Further from that post, '...the definition of active moiety is "the molecule or ion [in this case Fe3+], excluding those appended portions of the molecule that cause the drug to be an ester, salt [in this case citrate] (including a salt with hydrogen or coordination bonds), or other noncovalent derivative (such as a complex, chelate, or clathrate) of the molecule, responsible for the physiological or pharmacological action of the drug substance."

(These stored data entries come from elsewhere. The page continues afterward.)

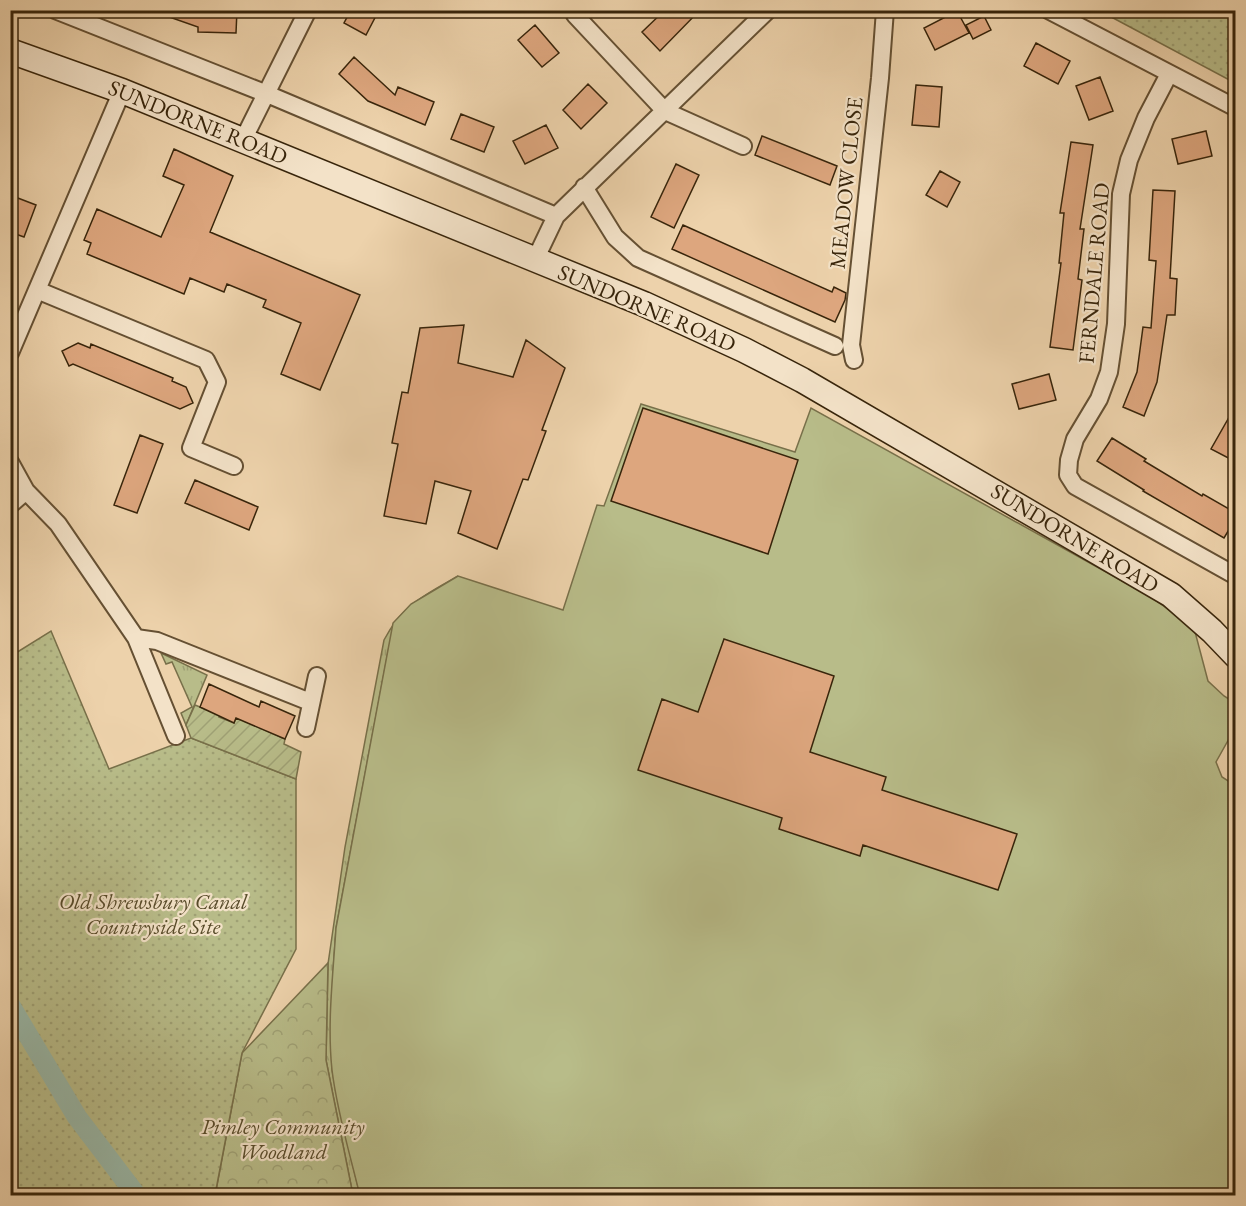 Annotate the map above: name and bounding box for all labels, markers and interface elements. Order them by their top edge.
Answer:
street label: SUNDORNE ROAD [104,73,292,171]
street label: MEADOW CLOSE [823,96,869,270]
street label: FERNDALE ROAD [1072,181,1116,365]
street label: SUNDORNE ROAD [554,257,740,359]
street label: SUNDORNE ROAD [986,476,1164,600]
park label: Old Shrewsbury Canal Countryside Site [59,887,248,941]
park label: Pimley Community Woodland [201,1112,365,1166] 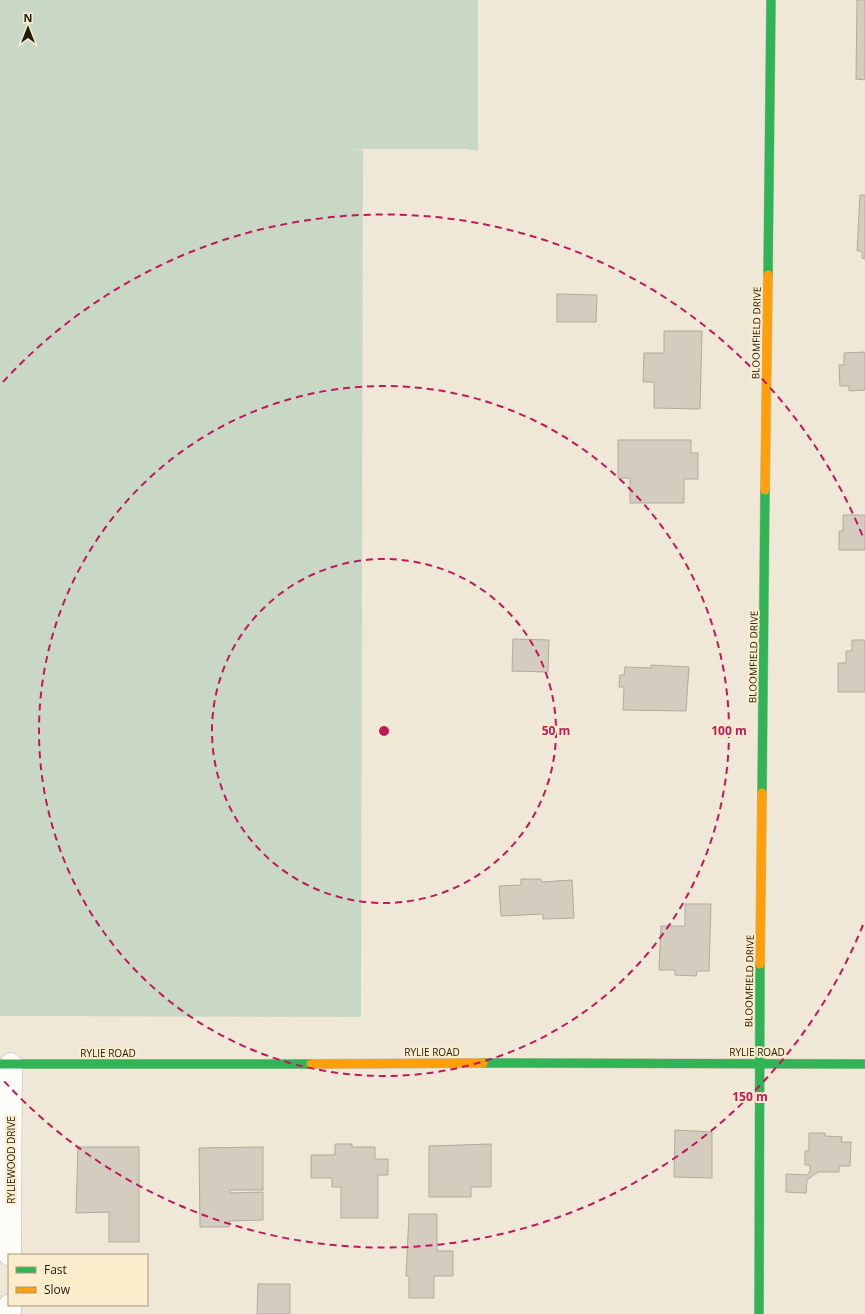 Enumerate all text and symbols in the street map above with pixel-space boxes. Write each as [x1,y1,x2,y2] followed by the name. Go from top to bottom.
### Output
[8,8,48,48] north arrow
[24,10,32,25] text: N
[748,287,764,379] street label: BLOOMFIELD DRIVE
[745,611,761,703] street label: BLOOMFIELD DRIVE
[542,722,570,739] text: 50 m
[711,722,747,739] text: 100 m
[377,724,391,738] centre of rings
[741,935,757,1027] street label: BLOOMFIELD DRIVE
[404,1045,460,1059] street label: RYLIE ROAD
[729,1045,785,1059] street label: RYLIE ROAD
[80,1046,136,1060] street label: RYLIE ROAD
[732,1088,768,1105] text: 150 m
[4,1116,18,1204] street label: RYLIEWOOD DRIVE
[8,1254,148,1306] legend
[44,1261,67,1278] text: Fast
[44,1281,71,1298] text: Slow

So, while you are correct and I agree that modifications to the entire salt make Zerenex more soluble and increase bioavailability, the fact is that in the end, Fe3+ is the bioactive moiety and not the citrate. In contrast to your example, if one made the exact same salt but randomly replaced the Fe3+ with another heavy metal cation, you would probably find that it does not bind phosphate or binds it very poorly even in the presence of the citrate complex and increased bioavailability. So the 'active moiety' is not the citrate but the Fe3+. The FDA defines the 'active moiety' as that part which is 'responsible for the physiological or pharmacological action of the drug substance.
In the end, it is hard to know how the FDA will view the submission and I could be way off base. But based upon the definitions before me, that is how I interpret the guidelines.
I am aware that Fe3+ does not bind hemoglobin. Even though the PA21 involves complexed Fe3, studies had to be undertaken to investigate the uptake of iron after oral administration of PA21 in order to assess the risk of iron overload. This would have involved looking at indicators of both Fe3+ and Fe2+. I assume that the iron attached to the sugar, binds phosphate and the entire polynuclear iron(III)-oxyhydroxide /phosphate complex is eliminated from the body. However, prior to approval, they had to show that the complexed iron did not somehow get released (chemically or biochemically) from PA21 and become available to the patient. This in turn would have resulted in increases in iron stores and hemoglobin levels (reduction of Fe3+ in ferritin to Fe2+ when needed). One cannot easily separate the two when it comes to drug treatment...it is not black and white.